Stadtübersicht Nürnbergs bei Schnee

Energiewende: klimapolitische Ziele im Dialog

Unser Erfolg in der Energie- und Wärmewende hängt maßgeblich von der Effizienz ab. Doch wodurch entsteht diese so notwendige Effizienz? In erster Linie durch eine gute Kommunikation zwischen den Menschen, die die Energiewende voranbringen und auf technischer Ebene durch das Energieversorgungsmanagement. Dies geschieht mittels erfolgsorientierter zyklischer Messungen, Regelungen, Steuerung und Erfassung von Ergebnissen. Nur so können wir unsere Klimaschutzziele erfolgreich erreichen.

Wie kommt die Energiewende bei der Stadt Nürnberg voran?

Für die Stadtverwaltung hat sich die Kommune die Klimaneutralität bis 2035 und für die Gesamtstadt für 2040 verordnet. Welche Fortschritte die Stadt dabei macht, wird im städtischen Energiebericht für kommunale Gebäude und Liegenschaften dokumentiert.

Für uns Stadträt:innen im Bau- und Vergabeausschuss ist der Energiebericht jedes Jahr eine spannende Sache: Hier erhalten wir ein zusammenfassendes Monitoring, das die Energie- und Wärmewende bei den 1.900 Gebäuden mit über 1,5 Mio. Quadratmetern unter die Lupe nimmt.

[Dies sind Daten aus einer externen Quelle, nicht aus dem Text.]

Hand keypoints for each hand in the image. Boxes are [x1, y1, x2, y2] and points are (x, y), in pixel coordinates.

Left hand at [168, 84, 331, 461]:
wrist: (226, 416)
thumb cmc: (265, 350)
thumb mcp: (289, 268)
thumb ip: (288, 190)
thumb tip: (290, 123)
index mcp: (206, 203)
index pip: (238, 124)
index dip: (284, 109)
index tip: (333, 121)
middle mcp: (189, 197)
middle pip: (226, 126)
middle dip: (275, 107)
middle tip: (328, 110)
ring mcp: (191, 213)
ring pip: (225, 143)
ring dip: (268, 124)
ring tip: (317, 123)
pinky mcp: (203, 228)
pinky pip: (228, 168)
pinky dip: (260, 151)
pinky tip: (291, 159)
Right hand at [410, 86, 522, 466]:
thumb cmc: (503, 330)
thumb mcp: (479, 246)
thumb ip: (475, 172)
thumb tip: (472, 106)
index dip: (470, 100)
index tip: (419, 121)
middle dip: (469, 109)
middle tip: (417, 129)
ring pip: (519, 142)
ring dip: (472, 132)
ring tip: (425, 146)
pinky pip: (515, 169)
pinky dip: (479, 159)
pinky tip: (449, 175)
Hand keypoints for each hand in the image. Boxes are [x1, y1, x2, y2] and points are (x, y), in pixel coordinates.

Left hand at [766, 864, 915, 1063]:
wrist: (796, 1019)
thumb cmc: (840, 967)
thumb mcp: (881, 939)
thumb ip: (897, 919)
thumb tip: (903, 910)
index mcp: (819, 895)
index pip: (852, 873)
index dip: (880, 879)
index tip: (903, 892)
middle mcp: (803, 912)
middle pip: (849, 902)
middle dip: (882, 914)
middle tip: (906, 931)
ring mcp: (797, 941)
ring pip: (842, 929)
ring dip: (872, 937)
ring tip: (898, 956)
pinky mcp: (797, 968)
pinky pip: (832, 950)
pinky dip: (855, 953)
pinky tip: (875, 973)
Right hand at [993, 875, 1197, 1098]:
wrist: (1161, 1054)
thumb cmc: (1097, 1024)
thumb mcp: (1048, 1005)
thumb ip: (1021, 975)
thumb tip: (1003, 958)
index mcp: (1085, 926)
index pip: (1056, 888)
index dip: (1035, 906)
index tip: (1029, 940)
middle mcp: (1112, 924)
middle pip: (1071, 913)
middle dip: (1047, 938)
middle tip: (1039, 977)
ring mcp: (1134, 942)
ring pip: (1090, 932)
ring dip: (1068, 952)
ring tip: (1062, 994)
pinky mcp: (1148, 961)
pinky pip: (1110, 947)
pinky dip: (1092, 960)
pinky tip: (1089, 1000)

Im Hinblick auf rund 32 Mio. € Energiekosten für Wärme / Strom und 3,5 Mio. € für Wasser und Abwasserkosten, wird es umso interessanter, auf Basis des Energieberichts eine Hochrechnung aufzustellen, in der die städtischen Liegenschaften im gesamtstädtischen Kontext verglichen werden. 

Wenn man allein die anteiligen Kosten betrachtet, ist relativ schnell erkennbar, dass wir in vielen Gebäuden in der Stadt den Energieverbrauch noch deutlich reduzieren müssen. Für die Gesamtstadt fehlen im Einzelnen diese aussagekräftige Grundlagen und ein kompaktes Monitoring noch, um daraus Prioritäten und einen Maßnahmenkatalog abzuleiten. 

Was bedeutet das für Nürnberg?

Die Verwaltung hat eine wichtige Vorreiterrolle und kann damit positiv in die Stadtgesellschaft hineinwirken, damit so alle in diesem Prozess mitgenommen werden. 

Großes Potenzial sehen wir beim Photovoltaikausbau. An der städtischen PV-Strategie muss festgehalten und diese weiter ausgebaut werden. In der gesamten Stadt sind hierfür stabile Netzverteilungen aufzubauen und im öffentlichen Raum lokale Speichertechnologien vorzusehen. Damit soll dann die so erzeugte, regenerative Energie effizienter genutzt werden können.

Im Hinblick auf die kommunale Wärmeplanung ist ein weiteres Ziel, dass unsere Fernwärme neben der Dekarbonisierung „niedertemperaturfähig“ wird, also mit einer Temperatur von deutlich unter 90 Grad Celsius auskommt (aktuell sind es 120 Grad Celsius). Doch dafür müssen auch die ineffizienten Gebäuden ausreichend saniert und die zugänglichen Leitungen gut isoliert sein. Kurzum, es braucht eine Sanierungsoffensive, bei der Bauphysik und Energieversorgung miteinander wirtschaftlich verknüpft und somit in einer gesunden Kommunikation stehen. 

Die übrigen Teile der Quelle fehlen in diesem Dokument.